Was it just me or did anyone else think Preston looked decidedly unimpressed once he's come out, maybe it was because he thought he'd get into the final 3 (hell I thought he'd be in the last 2!) or was actually just crapping himself about what his girlf had to say to him!!


----------



## D'wards (Jan 28, 2006)

Guineveretoo said:
			
		

> D'wards said:
> 
> 
> 
> ...


----------



## thefuse (Jan 28, 2006)

AllStarMe said:
			
		

> Was it just me or did anyone else think Preston looked decidedly unimpressed once he's come out, maybe it was because he thought he'd get into the final 3 (hell I thought he'd be in the last 2!) or was actually just crapping himself about what his girlf had to say to him!!


he looked like he was deep in thought. it must be pretty mad spending 3 wks with the same few ppl then coming out to all that


----------



## AllStarMe (Jan 28, 2006)

Yea, I never really thought about that. I guess it probably just hit him that the next couple of weeks would be pretty mad!!


----------



## HarrisonSlade (Jan 28, 2006)

D'wards said:
			
		

> Flashman said:
> 
> 
> 
> ...


----------



## D'wards (Jan 28, 2006)

HarrisonSlade said:
			
		

> D'wards said:
> 
> 
> 
> ...


----------



## andy2002 (Jan 28, 2006)

HarrisonSlade said:
			
		

> D'wards said:
> 
> 
> 
> ...


----------



## pilchardman (Jan 28, 2006)

exosculate said:
			
		

> The _texting teenagers_ are as thick as Chantelle. There is no hope at all is the only joke in this.

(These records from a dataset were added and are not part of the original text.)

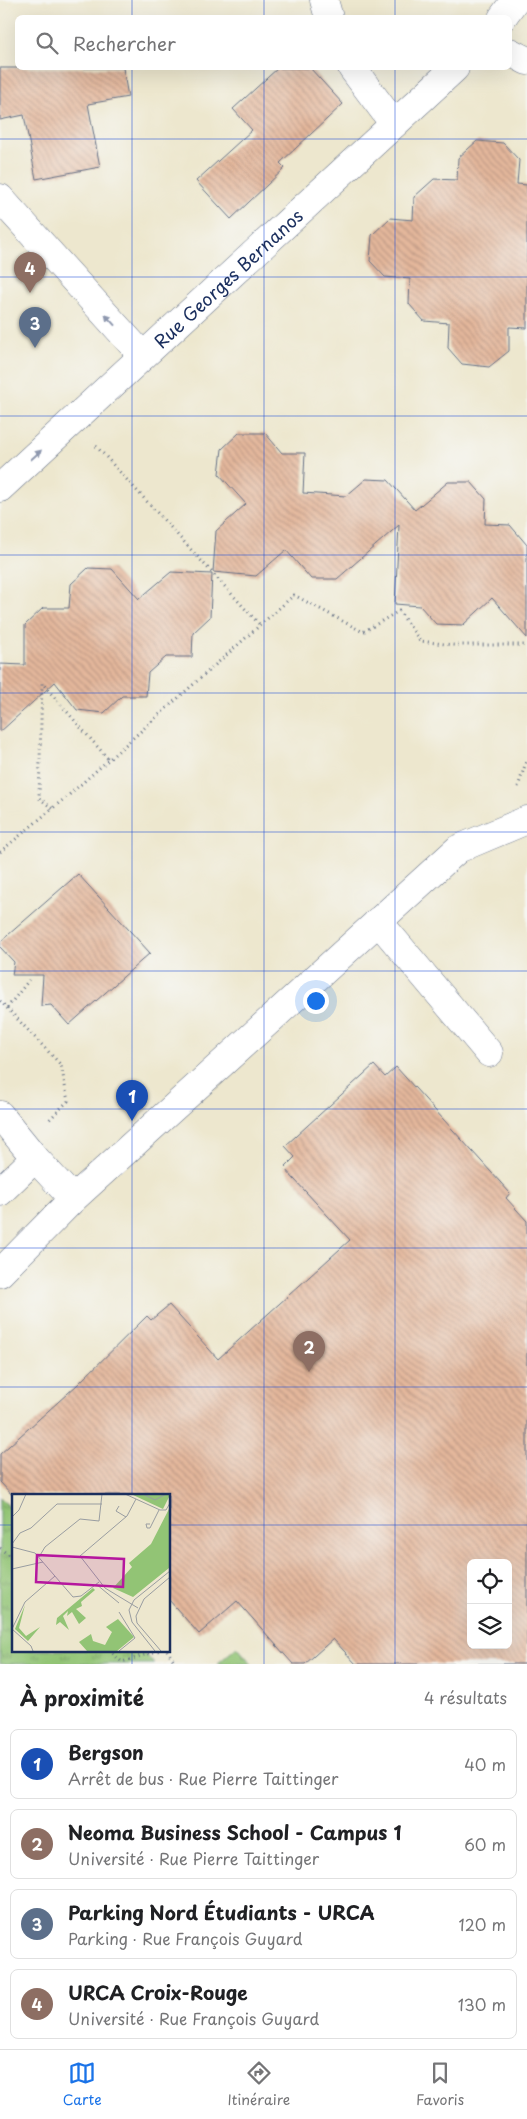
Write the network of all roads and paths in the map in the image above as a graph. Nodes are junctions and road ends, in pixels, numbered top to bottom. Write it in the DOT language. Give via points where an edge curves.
graph roads {
  1 [pos="324,0"];
  2 [pos="515,0"];
  3 [pos="328,15"];
  4 [pos="504,15"];
  5 [pos="512,53"];
  6 [pos="527,61"];
  7 [pos="354,70"];
  8 [pos="453,70"];
  9 [pos="394,124"];
  10 [pos="0,198"];
  11 [pos="143,356"];
  12 [pos="73,421"];
  13 [pos="0,488"];
  14 [pos="261,626"];
  15 [pos="527,645"];
  16 [pos="109,760"];
  17 [pos="52,808"];
  18 [pos="527,820"];
  19 [pos="0,852"];
  20 [pos="378,921"];
  21 [pos="29,980"];
  22 [pos="0,1001"];
  23 [pos="7,1008"];
  24 [pos="489,1053"];
  25 [pos="0,1115"];
  26 [pos="29,1151"];
  27 [pos="0,1192"];
  28 [pos="73,1199"];
  29 [pos="0,1273"];
  30 [pos="0,1548"];
  31 [pos="12,1558"];
  32 [pos="111,1652"];
  33 [pos="154,1652"];
  34 [pos="168,1652"];
  35 [pos="176,1664"];
  1 -- 3 [label="street"];
  2 -- 4 [label="street"];
  5 -- 6 [label="street"];
  7 -- 9 [label="street"];
  8 -- 9 [label="street, Rue Georges Bernanos"];
  9 -- 11 [label="street, Rue Georges Bernanos"];
  11 -- 10 [label="street, one-way"];
  11 -- 12 [label="street, Rue Georges Bernanos"];
  13 -- 12 [label="street, Rue Georges Bernanos, one-way"];
  12 -- 14 [label="path"];
  14 -- 15 [label="path" via="294,595 363,632 399,611 420,641 453,645"];
  14 -- 16 [label="path"];
  16 -- 17 [label="path"];
  16 -- 17 [label="path" via="42,683 39,798"];
  17 -- 19 [label="path"];
  18 -- 20 [label="street" via="458,848"];
  20 -- 24 [label="street"];
  20 -- 28 [label="street"];
  21 -- 23 [label="path"];
  22 -- 23 [label="path"];
  23 -- 26 [label="path" via="61,1065 68,1101"];
  25 -- 26 [label="street"];
  26 -- 27 [label="street"];
  26 -- 28 [label="street"];
  28 -- 29 [label="street"];
  30 -- 31 [label="path"];
  32 -- 33 [label="path" via="122,1662"];
  34 -- 35 [label="path"];
}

And if Orwell wrote his book 1984 now its most famous phrase would be
> 
> All hope lies .....( with the words _with the proles_ well and truly scrubbed out)


Good lord, you really have become a grumpy misanthrope, haven't you!

You don't think it possible that young people out there can see the nature of celebrity today, and thought it a great giggle that a non celebrity - and let's face it, those in the house were hardly "luminous stars" despite Galloway's belief to the contrary - should win a celebrity reality show.  I suspect the texting teenagers have a better grasp of the reality tv genre, and the manipulations of modern celebrity culture than you do.  No offence meant.


----------



## Jazzz (Jan 28, 2006)

Maybe this show has to some extent deconstructed celebrity.

When it started I confess I was thinking, jesus, how is this poor girl going to survive, I hope she's okay at the end of it.

With the considerable benefit of hindsight, she was a racing certainty as long as she refrained from burning the house down or somesuch, or appear as if she actually wanted to win the thing. The house was a fantastic leveller. 

The public had the chance to vote for themselves.


----------



## D'wards (Jan 28, 2006)

andy2002 said:
			
		

> HarrisonSlade said:
> 
> 
> 
> ...


----------



## Orang Utan (Jan 30, 2006)

Hehehe - guess who'd blagged an invite to the wrap party tonight?


----------



## aurora green (Jan 30, 2006)

Orang Utan said:
			
		

> Hehehe - guess who'd blagged an invite to the wrap party tonight?




I do hope you will be posting a full and frank report of the evening up then?


----------



## electrogirl (Jan 30, 2006)

Orang Utan said:
			
		

> Hehehe - guess who'd blagged an invite to the wrap party tonight?



Seriously???? It is so wrong that I am intensely jealous of you.  

Please give an in depth account of the entire evening.


----------



## Orangesanlemons (Jan 30, 2006)

Orang Utan said:
			
		

> Hehehe - guess who'd blagged an invite to the wrap party tonight?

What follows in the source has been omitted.